Bah, écoute, ils n’ont pas de place au pays : nous avons des dirigeants et une société qui donnent plus d’importance aux trafiquants de ciments qu’à leurs cadres. Alors, après avoir été chassés par les islamistes, ils décident de s’en aller, rien de plus normal. Et en plus, c’est pas avec 250€/mois de salaire qu’on attire les compétences. Les problèmes sont connus, ce sont les solutions qui tardent…
Naravas
20 mai, 2008
je suis d’accord sur le faite que l’etat n’a rien fait pour retenir ces cadres, tout dans se pays passe par le piston, pour avoir un travail digne, relative a ta formation , il faut connaitre quelqu’un pour pouvoir postuler et etre admis, tout le monde ne connais pas quelqu’un (c’est une réalité) et personne ne veux faire de l’homone alors qu’il a étudier je ne sais combien d’années.

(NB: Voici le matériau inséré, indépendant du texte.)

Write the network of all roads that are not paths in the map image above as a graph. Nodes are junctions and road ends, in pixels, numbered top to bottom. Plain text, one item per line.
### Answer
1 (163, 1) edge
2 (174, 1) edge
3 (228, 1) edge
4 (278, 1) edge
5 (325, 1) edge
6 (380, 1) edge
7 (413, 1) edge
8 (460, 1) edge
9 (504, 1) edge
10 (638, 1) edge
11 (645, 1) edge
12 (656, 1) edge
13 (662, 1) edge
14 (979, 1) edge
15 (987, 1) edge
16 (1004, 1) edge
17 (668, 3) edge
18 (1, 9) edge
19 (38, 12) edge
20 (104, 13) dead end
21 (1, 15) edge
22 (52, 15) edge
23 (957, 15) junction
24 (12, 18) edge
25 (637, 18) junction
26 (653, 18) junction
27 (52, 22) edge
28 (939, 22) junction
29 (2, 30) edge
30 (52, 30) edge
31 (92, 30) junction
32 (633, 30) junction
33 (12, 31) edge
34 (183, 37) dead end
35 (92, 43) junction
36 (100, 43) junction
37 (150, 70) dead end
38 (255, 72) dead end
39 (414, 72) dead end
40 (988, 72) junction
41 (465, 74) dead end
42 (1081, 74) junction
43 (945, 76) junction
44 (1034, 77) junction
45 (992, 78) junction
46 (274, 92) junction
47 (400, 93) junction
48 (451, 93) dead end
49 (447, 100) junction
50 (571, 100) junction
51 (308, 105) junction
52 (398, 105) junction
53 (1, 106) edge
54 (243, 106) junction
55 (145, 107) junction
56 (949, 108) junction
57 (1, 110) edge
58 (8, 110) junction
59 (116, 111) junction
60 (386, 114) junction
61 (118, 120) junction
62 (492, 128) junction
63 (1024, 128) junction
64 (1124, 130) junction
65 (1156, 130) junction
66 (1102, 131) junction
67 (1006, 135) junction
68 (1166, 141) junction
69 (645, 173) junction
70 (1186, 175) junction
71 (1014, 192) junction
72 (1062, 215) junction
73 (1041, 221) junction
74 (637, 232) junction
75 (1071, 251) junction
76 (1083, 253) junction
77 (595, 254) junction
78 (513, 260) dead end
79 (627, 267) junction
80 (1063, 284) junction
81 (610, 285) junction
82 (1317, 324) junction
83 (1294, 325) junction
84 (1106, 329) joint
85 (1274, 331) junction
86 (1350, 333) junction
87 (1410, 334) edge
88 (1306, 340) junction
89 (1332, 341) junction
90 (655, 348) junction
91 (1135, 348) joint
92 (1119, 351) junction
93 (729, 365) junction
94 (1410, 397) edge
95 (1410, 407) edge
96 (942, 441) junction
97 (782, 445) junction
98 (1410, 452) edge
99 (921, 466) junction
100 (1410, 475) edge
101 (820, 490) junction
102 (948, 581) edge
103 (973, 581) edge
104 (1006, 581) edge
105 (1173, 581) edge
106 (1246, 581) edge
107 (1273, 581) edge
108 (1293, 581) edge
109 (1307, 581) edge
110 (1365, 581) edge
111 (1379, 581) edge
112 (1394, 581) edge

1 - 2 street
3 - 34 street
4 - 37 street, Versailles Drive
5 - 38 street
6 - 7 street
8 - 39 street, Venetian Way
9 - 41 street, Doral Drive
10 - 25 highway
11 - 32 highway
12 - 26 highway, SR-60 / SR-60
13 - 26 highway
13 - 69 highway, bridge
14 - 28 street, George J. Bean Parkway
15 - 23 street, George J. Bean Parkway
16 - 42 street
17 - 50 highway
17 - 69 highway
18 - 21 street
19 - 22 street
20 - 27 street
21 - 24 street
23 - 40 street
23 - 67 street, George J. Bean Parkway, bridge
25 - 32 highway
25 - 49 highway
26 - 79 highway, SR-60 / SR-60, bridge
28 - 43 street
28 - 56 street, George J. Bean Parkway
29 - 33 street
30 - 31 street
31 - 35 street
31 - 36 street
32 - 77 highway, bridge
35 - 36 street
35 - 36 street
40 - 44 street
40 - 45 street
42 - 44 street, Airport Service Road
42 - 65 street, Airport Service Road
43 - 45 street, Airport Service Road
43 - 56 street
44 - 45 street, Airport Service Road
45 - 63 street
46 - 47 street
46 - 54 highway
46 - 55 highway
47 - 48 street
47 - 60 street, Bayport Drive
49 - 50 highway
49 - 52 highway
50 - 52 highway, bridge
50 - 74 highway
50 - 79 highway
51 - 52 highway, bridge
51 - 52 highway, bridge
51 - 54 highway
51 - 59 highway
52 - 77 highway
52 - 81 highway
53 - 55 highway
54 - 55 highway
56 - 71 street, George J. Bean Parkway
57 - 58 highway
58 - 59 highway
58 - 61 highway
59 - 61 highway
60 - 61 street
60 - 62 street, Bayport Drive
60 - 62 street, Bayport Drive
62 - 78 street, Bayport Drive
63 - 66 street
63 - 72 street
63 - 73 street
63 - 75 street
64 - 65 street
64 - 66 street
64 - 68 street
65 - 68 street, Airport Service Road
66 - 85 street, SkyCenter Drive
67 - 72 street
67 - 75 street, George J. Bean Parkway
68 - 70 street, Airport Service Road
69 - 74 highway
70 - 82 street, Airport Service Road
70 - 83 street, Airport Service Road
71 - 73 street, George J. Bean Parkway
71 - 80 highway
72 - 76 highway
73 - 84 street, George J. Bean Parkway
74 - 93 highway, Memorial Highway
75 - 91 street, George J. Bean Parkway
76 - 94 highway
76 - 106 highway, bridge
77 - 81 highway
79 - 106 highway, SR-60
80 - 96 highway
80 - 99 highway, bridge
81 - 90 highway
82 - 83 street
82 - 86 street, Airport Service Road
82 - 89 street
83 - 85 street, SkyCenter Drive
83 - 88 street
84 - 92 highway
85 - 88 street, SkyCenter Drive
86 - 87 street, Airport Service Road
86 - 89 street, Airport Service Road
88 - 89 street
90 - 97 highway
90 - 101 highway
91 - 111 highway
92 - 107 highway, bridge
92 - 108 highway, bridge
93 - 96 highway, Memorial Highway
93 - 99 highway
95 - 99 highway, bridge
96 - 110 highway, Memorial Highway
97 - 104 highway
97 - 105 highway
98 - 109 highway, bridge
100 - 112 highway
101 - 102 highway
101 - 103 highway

que faire, ceux qui ont des diplomes fuient dans des conditions légale sous prétexte de terminer leur études et les pauvres malheureux se vouent a des bateaux de fortunes ou la mort attend la plupart d’entre eux.
faut dire que le principal responsable c’est comme toujours les autorités.
a dire que n’importe quelle personne du fin fond du milieu algérien et qui peut n’avoir meme pas suivie des études supèrieures mieux dériger et gérer cette algérie.
comme on dit chez nous allah ayejib el kheir.